Schwäbische Zeitung (Ehingen)

Erst die Kohle, dann die Moral

- Von Jürgen Mladek ●» j.mladek@schwaebisc­he.de

Robert Habeck kann einem leidtun. Obwohl: Nicht wirklich! Sicher, viele mögen ihn, weil er ernsthaft den Eindruck erweckt, dass ihm die Brutalität der neuen Realität verdammt nahegeht. Und dass ihm schmerzhaf­t dämmert, auf welche bedrohlich­en Verwerfung­en unser Land zusteuert, wenn denn tatsächlic­h absehbar Ebbe in den Energiespe­ichern herrscht. Nur: Habeck hat im Einklang mit seinen Parteifreu­nden über viele Jahre lustvoll an dem ganzen Abschalten und Aussteigen mitgewirkt, das uns jetzt in einen energiepol­itischen Abgrund schauen lässt. Fracking war Teufelszeu­g, Kohlekraft­werke böse, Atomkraft bäähh. Auch Habeck propagiert­e eine „Energiewen­de“, die uns bisher Hunderte Milliarden gekostet und kaum Kohlendiox­id eingespart hat.

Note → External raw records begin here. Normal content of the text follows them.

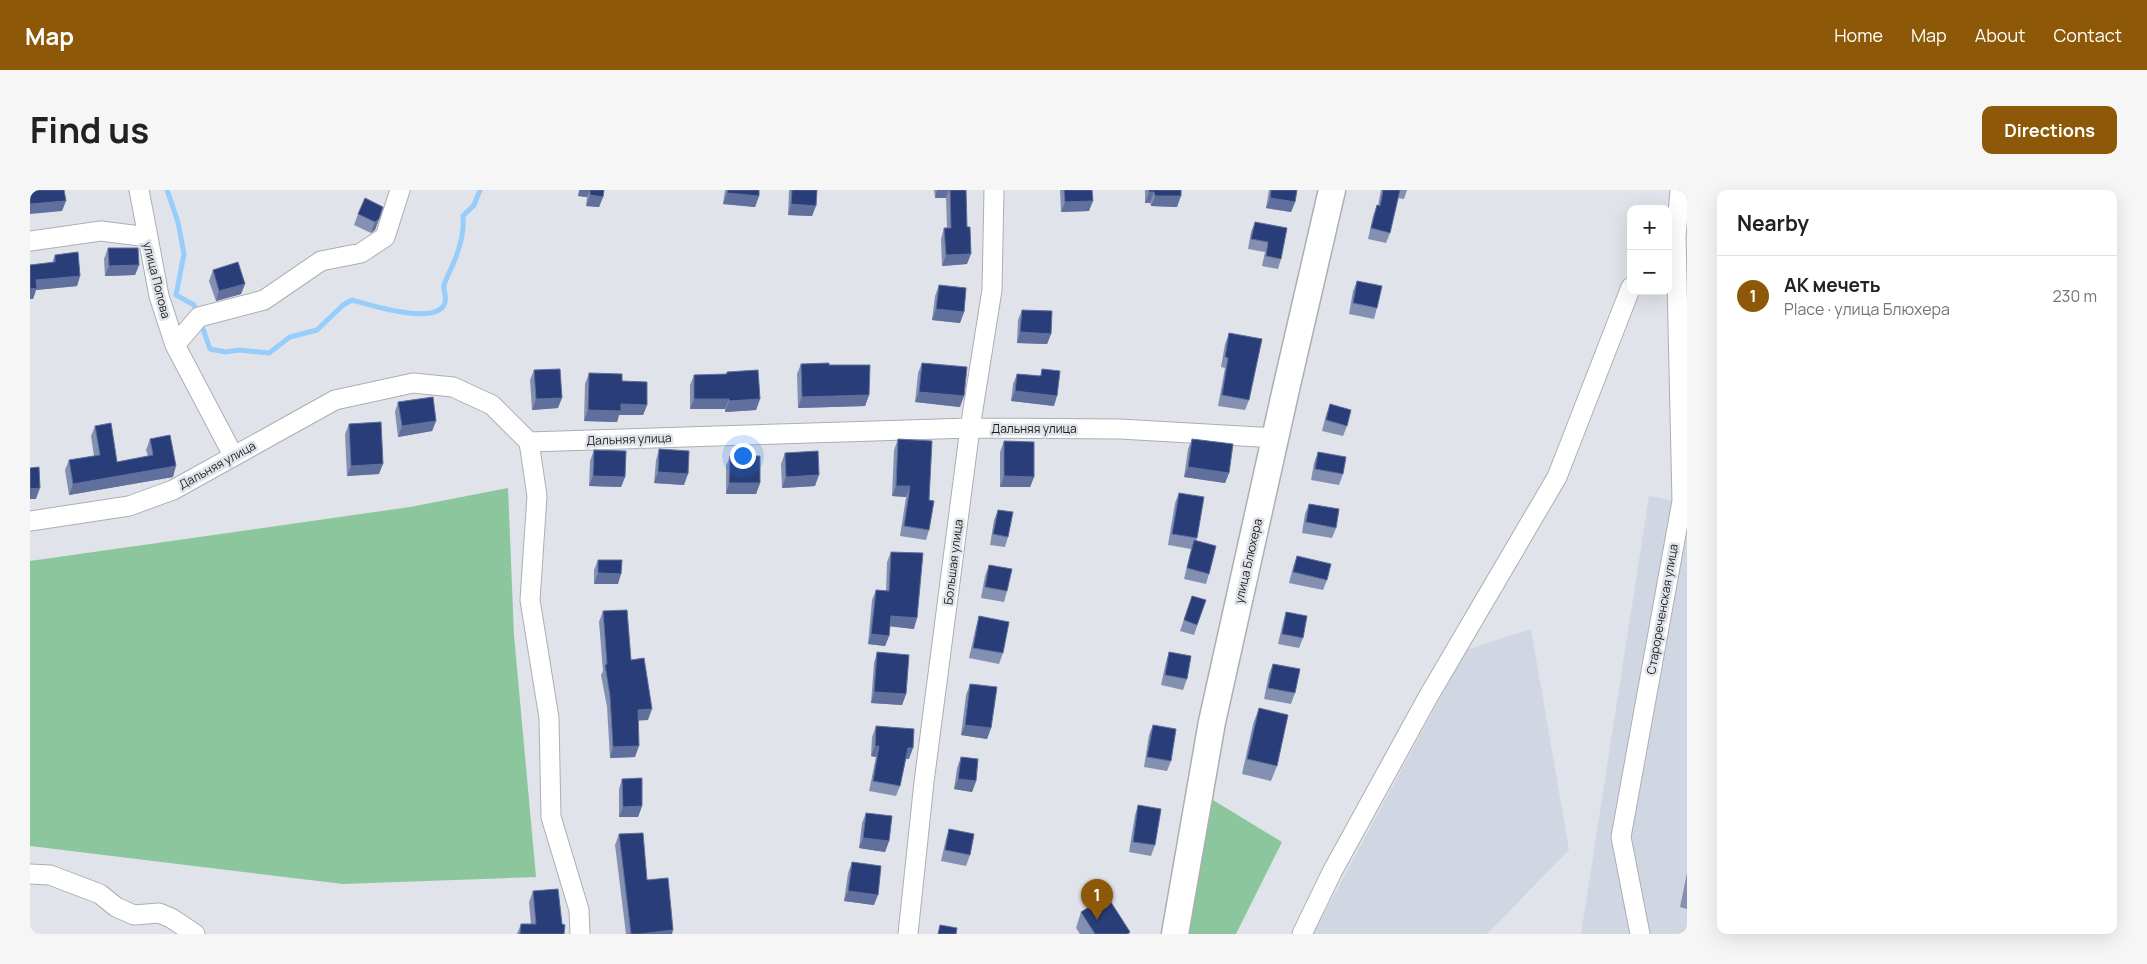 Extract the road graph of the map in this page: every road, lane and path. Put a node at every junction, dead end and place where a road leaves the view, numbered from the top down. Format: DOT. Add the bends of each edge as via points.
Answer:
graph roads {
  1 [pos="139,190"];
  2 [pos="400,190"];
  3 [pos="994,190"];
  4 [pos="1332,190"];
  5 [pos="1680,190"];
  6 [pos="148,238"];
  7 [pos="1672,239"];
  8 [pos="30,241"];
  9 [pos="1628,295"];
  10 [pos="175,345"];
  11 [pos="970,428"];
  12 [pos="1276,438"];
  13 [pos="529,442"];
  14 [pos="233,455"];
  15 [pos="30,521"];
  16 [pos="30,874"];
  17 [pos="195,934"];
  18 [pos="580,934"];
  19 [pos="908,934"];
  20 [pos="1175,934"];
  21 [pos="1302,934"];
  22 [pos="1640,934"];
  1 -- 6 [label="street"];
  2 -- 10 [label="street" via="385,237 361,253 321,261 264,300 199,317"];
  3 -- 11 [label="street, Большая улица" via="992,290"];
  4 -- 12 [label="main road, улица Блюхера"];
  5 -- 7 [label="street, Старореченская улица"];
  6 -- 8 [label="street, улица Попова" via="101,231"];
  6 -- 10 [label="street, улица Попова" via="159,296"];
  7 -- 22 [label="street, Старореченская улица" via="1682,501 1621,836"];
  9 -- 21 [label="street" via="1557,477 1428,697 1332,872"];
  10 -- 14 [label="street, улица Попова"];
  11 -- 12 [label="street, Дальняя улица" via="1120,428"];
  11 -- 13 [label="street, Дальняя улица"];
  11 -- 19 [label="street, Большая улица" via="924,782"];
  12 -- 20 [label="main road, улица Блюхера" via="1212,722"];
  13 -- 14 [label="street, Дальняя улица" via="492,405 454,387 413,384 335,400"];
  13 -- 18 [label="street" via="537,496 530,600 549,718 551,817 579,910"];
  14 -- 15 [label="street, Дальняя улица" via="173,490 129,506"];
  16 -- 17 [label="street" via="50,875 100,894 116,907 134,915 159,913"];
} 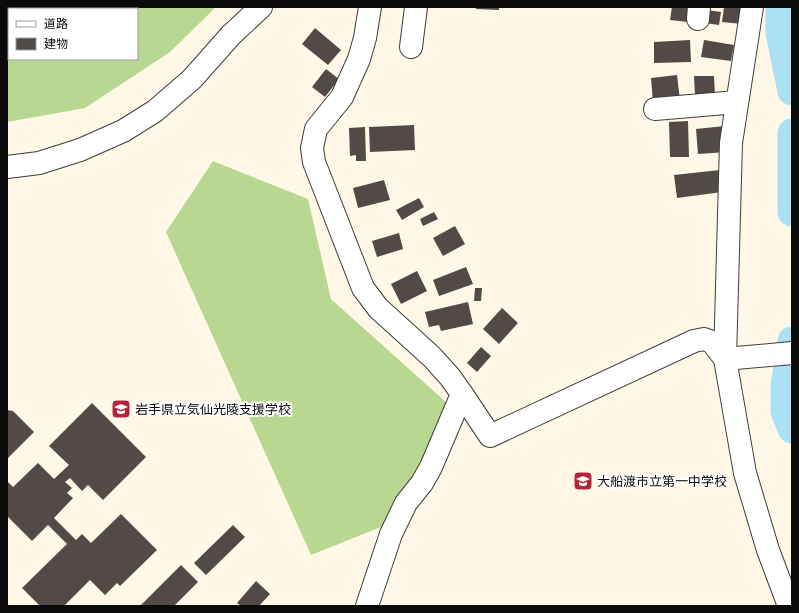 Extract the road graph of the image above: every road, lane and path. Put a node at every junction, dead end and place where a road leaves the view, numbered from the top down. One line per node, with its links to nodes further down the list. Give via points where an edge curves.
1 (261, 7): 8 (street, via 231,35 192,79 130,127 80,150 39,163)
2 (370, 7): 11 (street, via 360,59 342,97 316,129 312,148 314,162 363,288 378,308 432,357)
3 (416, 7): 5 (street)
4 (752, 7): 6 (street)
5 (411, 47)
6 (737, 102): 7 (street); 10 (street, via 731,143)
7 (655, 109)
8 (7, 168)
9 (792, 353): 10 (street)
10 (732, 358): 11 (street, via 712,342 704,339 694,342 490,436); 13 (street, via 745,473 768,550)
11 (462, 394): 12 (street, via 431,467 406,504 391,534)
12 (367, 606)
13 (789, 606) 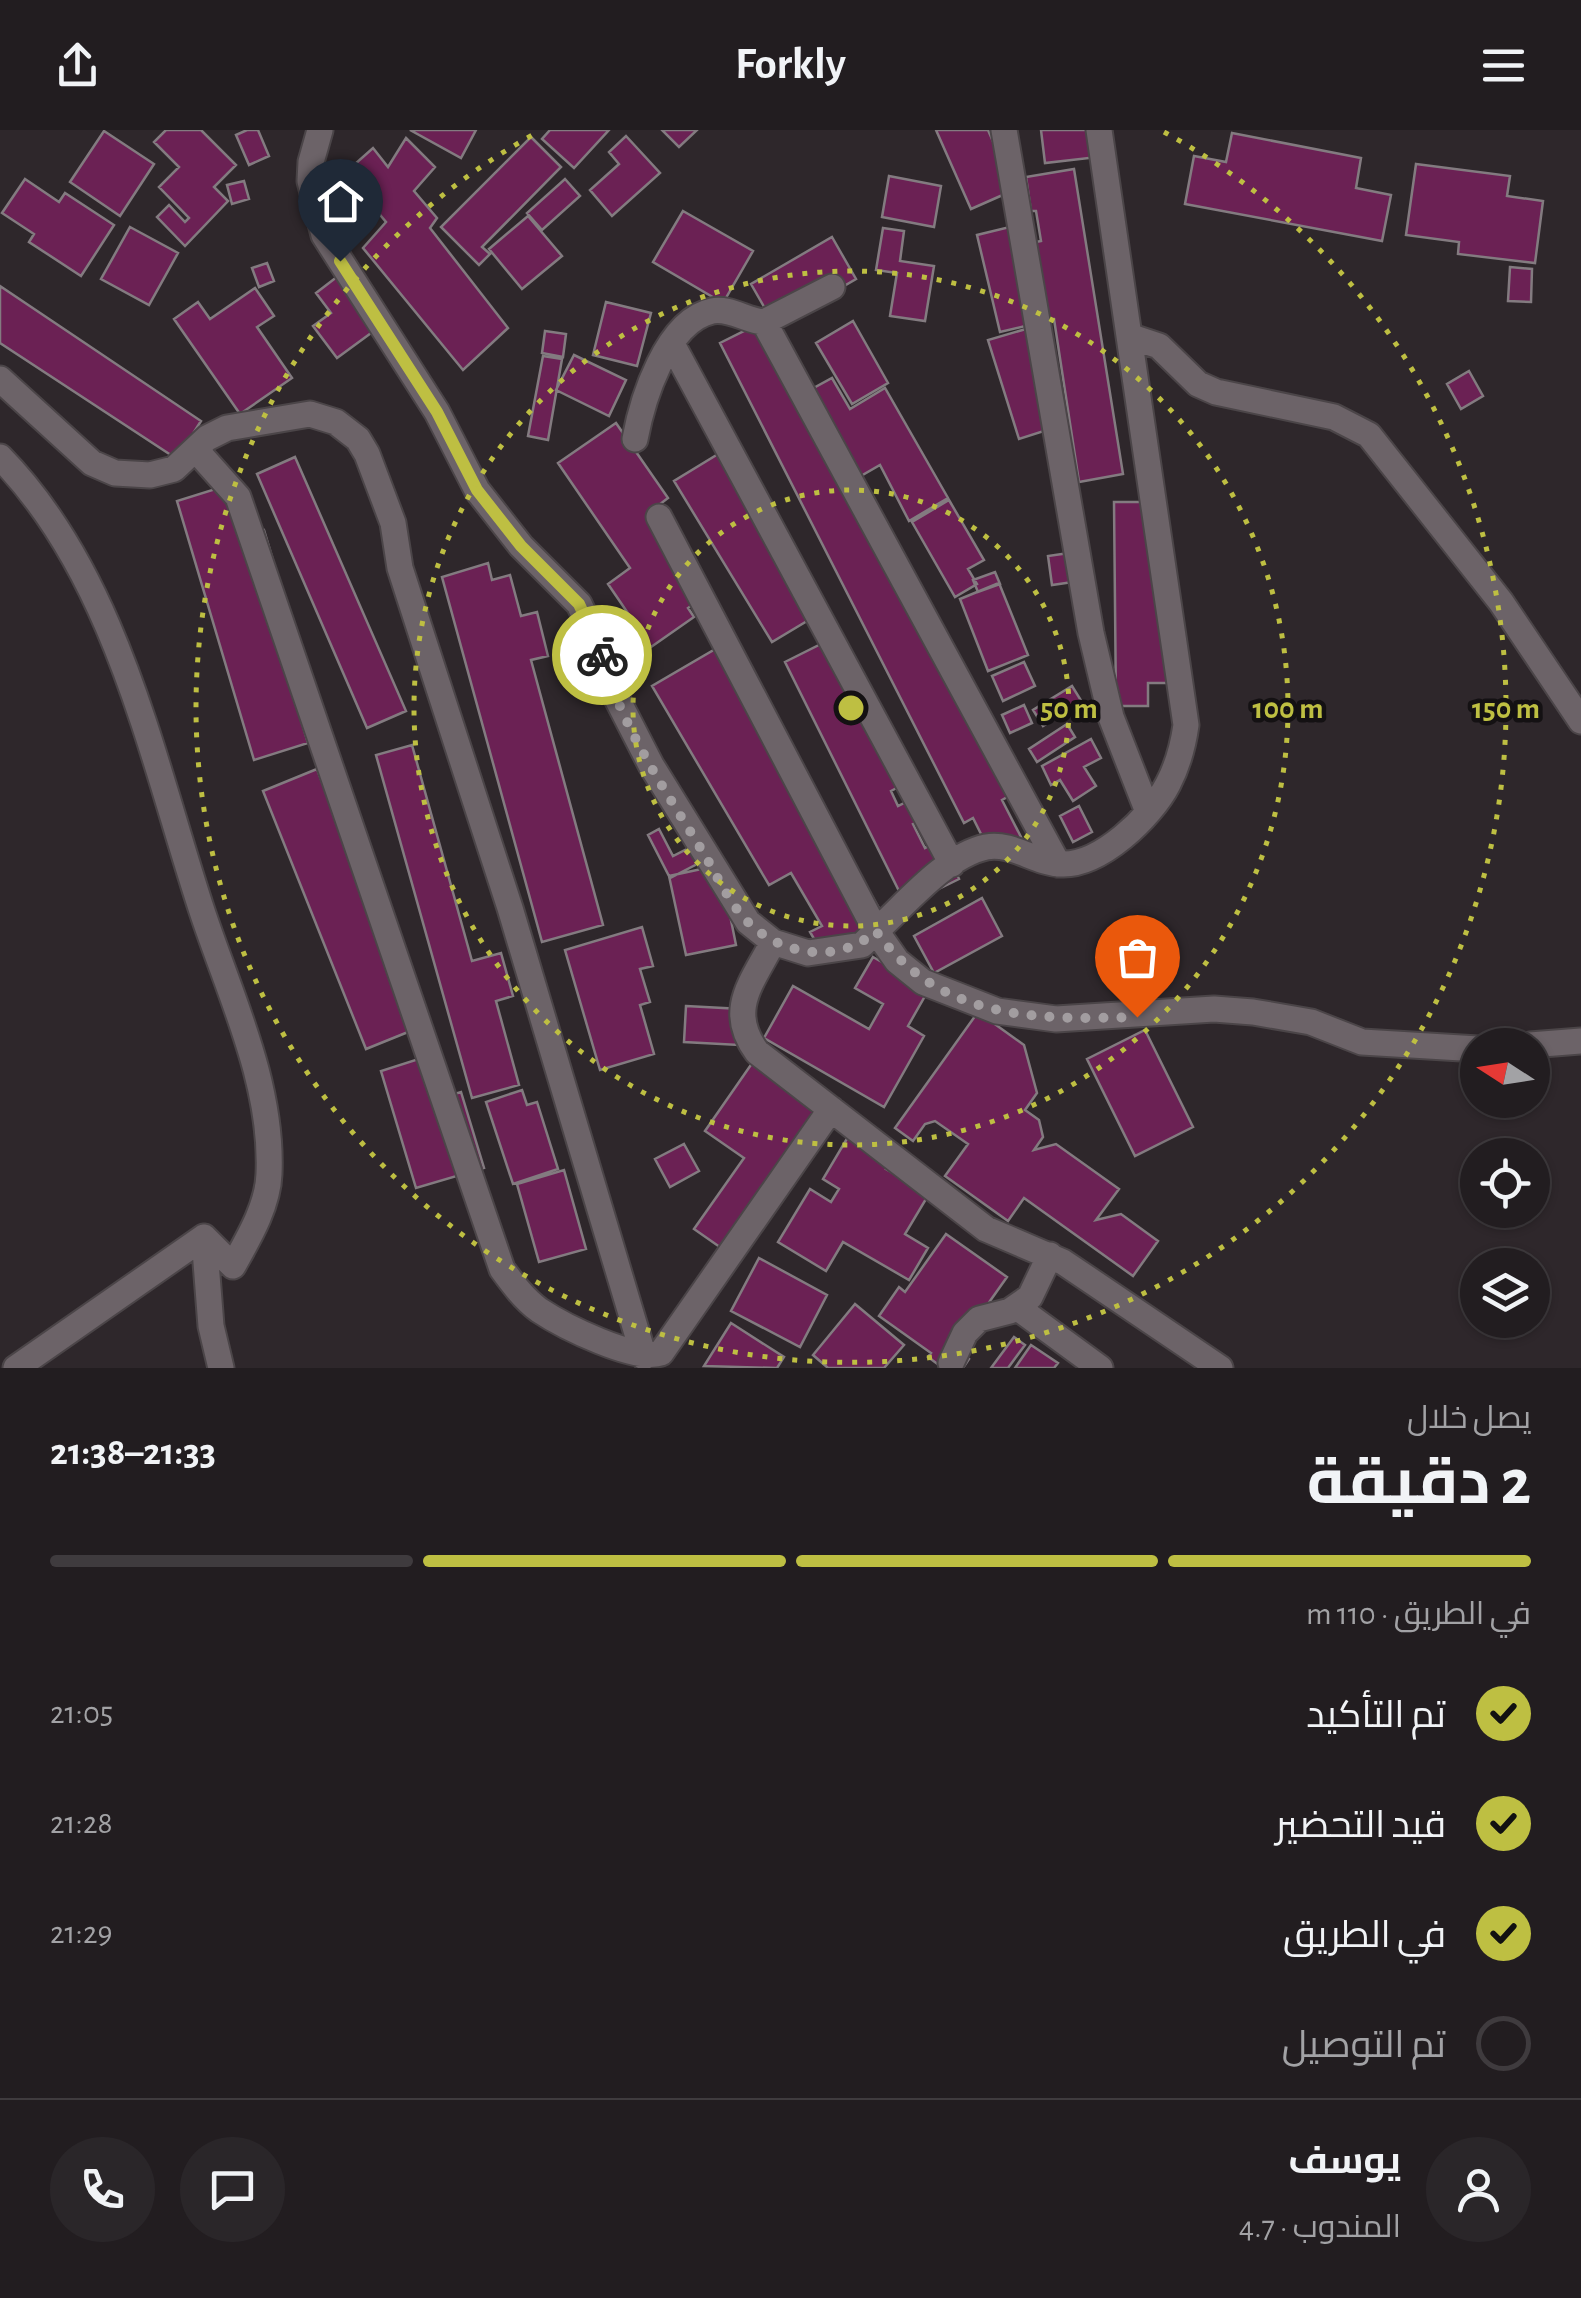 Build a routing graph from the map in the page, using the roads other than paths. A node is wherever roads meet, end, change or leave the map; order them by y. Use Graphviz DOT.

Wenn er jetzt bei der Kohle ein wenig zurückrude­rt, bleiben immer noch zwei hässliche grüne Kröten, die er schlucken müsste, wenn es ihm wirklich ernst wäre mit einer sicheren und bezahlbare­n Versorgung. Ganz abgesehen von der Grundsatzf­rage, ob die Sanktionen gegen Russland überhaupt ihren Zweck erfüllen und uns nicht selbst nur maximal schaden. Wobei nicht vergessen werden darf: Explodiere­nde Energiepre­ise gab es auch schon vor Putins Krieg in der Ukraine, und auch die Inflation warf schon lange vor dem ersten Schuss dunkle Schatten, beides befeuert durch eine EU-Finanzpoli­tik, wie man sie 1:1 auch in grünen Parteiprog­rammen finden konnte.

Derweil landen in der EU immer mehr Tanker aus Indien an, die Diesel und Benzin liefern – raffiniert aus billigem russischem Erdöl, das wegen des Embargos ja nicht mehr per Russen-Frachter direkt bei uns angeliefer­t werden kann. Wahrschein­lich wird das russische Öl in Indien auch vom bösen Geist Putins gereinigt, dann kann man es ja getrost kaufen. Das läuft dann ähnlich wie mit den Elektroaut­os: Die laufen schön sauber auf unseren Straßen, solange die gewaltigen Umweltschä­den durch den für die Akkus erforderli­chen Kobaltabba­u in Afrika bleiben. So klappt es dann auch mit dem guten Umweltgewi­ssen, und der Strom kommt weiter aus der Steckdose. Nicht wahr?